-- Task item --
Nothing but the records themselves, exactly as written, should appear in the reply; leave out the pictures.

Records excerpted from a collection
Start of Block

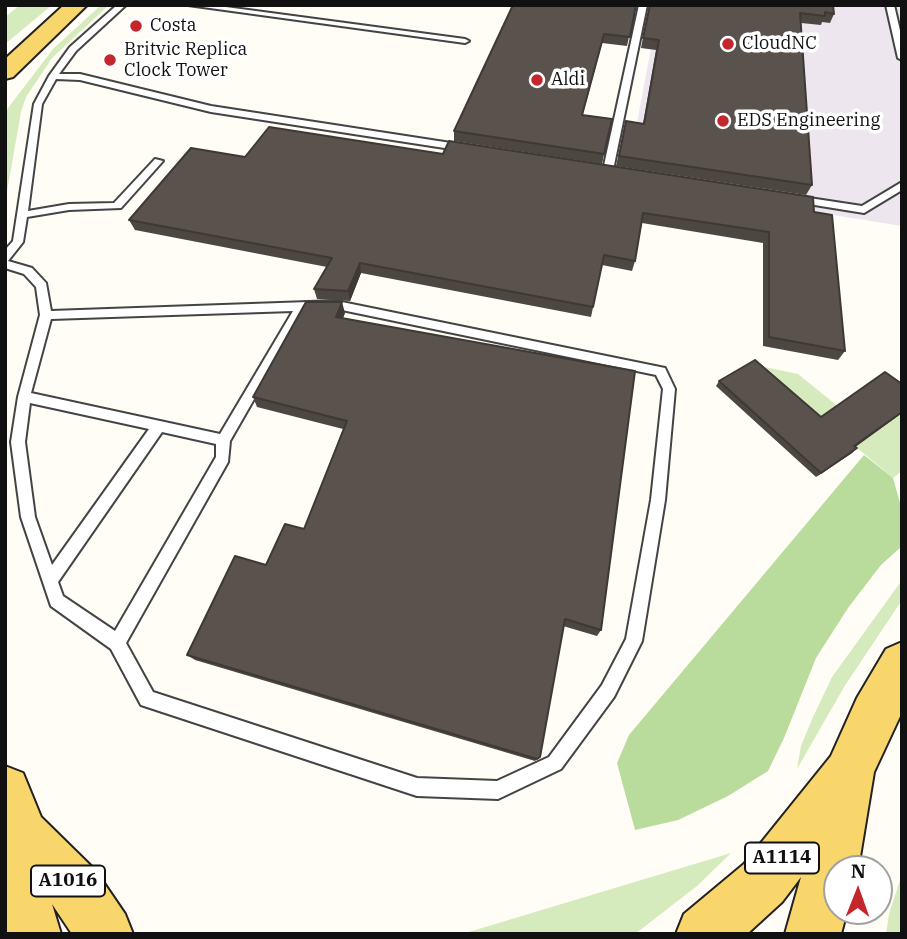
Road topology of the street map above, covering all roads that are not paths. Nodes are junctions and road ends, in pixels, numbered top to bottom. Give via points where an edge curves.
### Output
1 (77, 5) edge
2 (122, 5) edge
3 (192, 5) edge
4 (643, 5) edge
5 (890, 5) edge
6 (466, 41) dead end
7 (902, 58) edge
8 (5, 72) edge
9 (53, 76) junction
10 (474, 150) edge
11 (158, 161) dead end
12 (595, 168) edge
13 (608, 170) junction
14 (621, 172) edge
15 (902, 185) edge
16 (787, 197) edge
17 (21, 215) junction
18 (5, 258) edge
19 (5, 264) edge
20 (302, 305) junction
21 (46, 315) junction
22 (24, 397) junction
23 (159, 426) junction
24 (223, 440) junction
25 (50, 581) junction
26 (117, 643) junction
27 (902, 665) edge
28 (849, 772) junction
29 (13, 813) edge
30 (33, 934) edge
31 (105, 934) edge
32 (704, 934) edge
33 (813, 934) edge

1 - 8 main road
2 - 9 lane via 73,49
3 - 6 lane
4 - 13 lane
5 - 7 lane
9 - 10 lane via 80,77 211,109
9 - 17 lane via 38,104
11 - 17 lane via 117,206
12 - 13 lane
13 - 14 lane
15 - 16 lane via 864,209
17 - 18 lane via 18,242
19 - 21 lane via 29,271 42,286
20 - 21 lane
20 - 24 lane
20 - 26 lane via 337,305 661,371 668,388 644,591 634,640 608,691 555,763 498,790 418,787 146,699
21 - 22 lane
22 - 23 lane
22 - 25 lane via 18,442 28,517
23 - 24 lane
23 - 25 lane
24 - 26 lane via 223,458
25 - 26 lane via 57,600
27 - 28 main road, A1114
28 - 32 main road, A1114 via 764,883
28 - 33 main road, A1114
29 - 30 main road, A1016 via 25,913
29 - 31 main road, A1016 via 76,889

End of Block

-- Answer for the task --
Road topology of the street map above, covering all roads that are not paths. Nodes are junctions and road ends, in pixels, numbered top to bottom. Give via points where an edge curves.
### Output
1 (77, 5) edge
2 (122, 5) edge
3 (192, 5) edge
4 (643, 5) edge
5 (890, 5) edge
6 (466, 41) dead end
7 (902, 58) edge
8 (5, 72) edge
9 (53, 76) junction
10 (474, 150) edge
11 (158, 161) dead end
12 (595, 168) edge
13 (608, 170) junction
14 (621, 172) edge
15 (902, 185) edge
16 (787, 197) edge
17 (21, 215) junction
18 (5, 258) edge
19 (5, 264) edge
20 (302, 305) junction
21 (46, 315) junction
22 (24, 397) junction
23 (159, 426) junction
24 (223, 440) junction
25 (50, 581) junction
26 (117, 643) junction
27 (902, 665) edge
28 (849, 772) junction
29 (13, 813) edge
30 (33, 934) edge
31 (105, 934) edge
32 (704, 934) edge
33 (813, 934) edge

1 - 8 main road
2 - 9 lane via 73,49
3 - 6 lane
4 - 13 lane
5 - 7 lane
9 - 10 lane via 80,77 211,109
9 - 17 lane via 38,104
11 - 17 lane via 117,206
12 - 13 lane
13 - 14 lane
15 - 16 lane via 864,209
17 - 18 lane via 18,242
19 - 21 lane via 29,271 42,286
20 - 21 lane
20 - 24 lane
20 - 26 lane via 337,305 661,371 668,388 644,591 634,640 608,691 555,763 498,790 418,787 146,699
21 - 22 lane
22 - 23 lane
22 - 25 lane via 18,442 28,517
23 - 24 lane
23 - 25 lane
24 - 26 lane via 223,458
25 - 26 lane via 57,600
27 - 28 main road, A1114
28 - 32 main road, A1114 via 764,883
28 - 33 main road, A1114
29 - 30 main road, A1016 via 25,913
29 - 31 main road, A1016 via 76,889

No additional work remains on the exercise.